• Source records:
'''

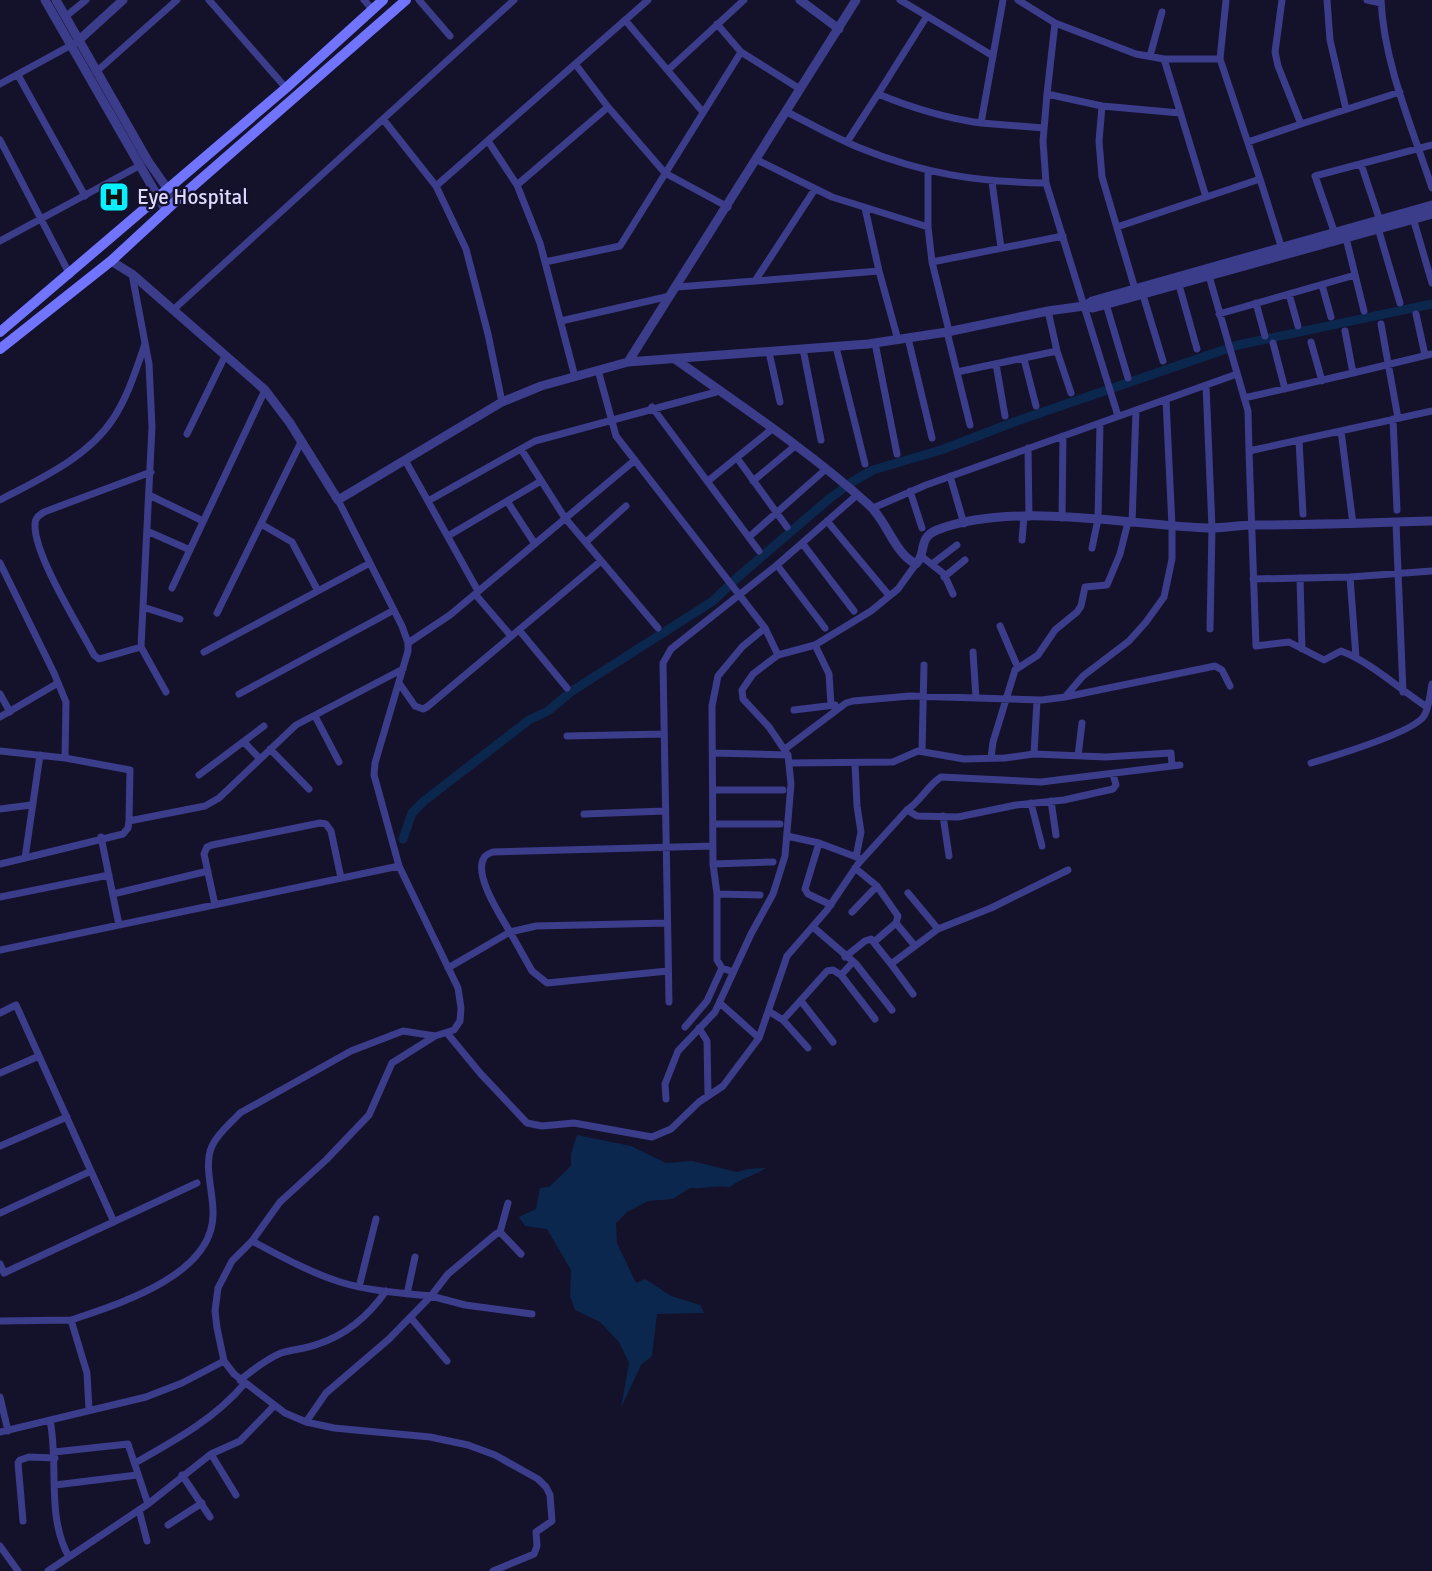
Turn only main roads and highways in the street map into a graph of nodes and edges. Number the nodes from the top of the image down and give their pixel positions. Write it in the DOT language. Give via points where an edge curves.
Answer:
graph roads {
  1 [pos="383,0"];
  2 [pos="406,0"];
  3 [pos="0,332"];
  4 [pos="0,349"];
  1 -- 3 [label="main road"];
  2 -- 4 [label="main road" via="111,261"];
}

'''

• Aim of the task:
Pictures are to be left out. Otherwise, copy the material above exactly.

• Output:
Turn only main roads and highways in the street map into a graph of nodes and edges. Number the nodes from the top of the image down and give their pixel positions. Write it in the DOT language. Give via points where an edge curves.
Answer:
graph roads {
  1 [pos="383,0"];
  2 [pos="406,0"];
  3 [pos="0,332"];
  4 [pos="0,349"];
  1 -- 3 [label="main road"];
  2 -- 4 [label="main road" via="111,261"];
}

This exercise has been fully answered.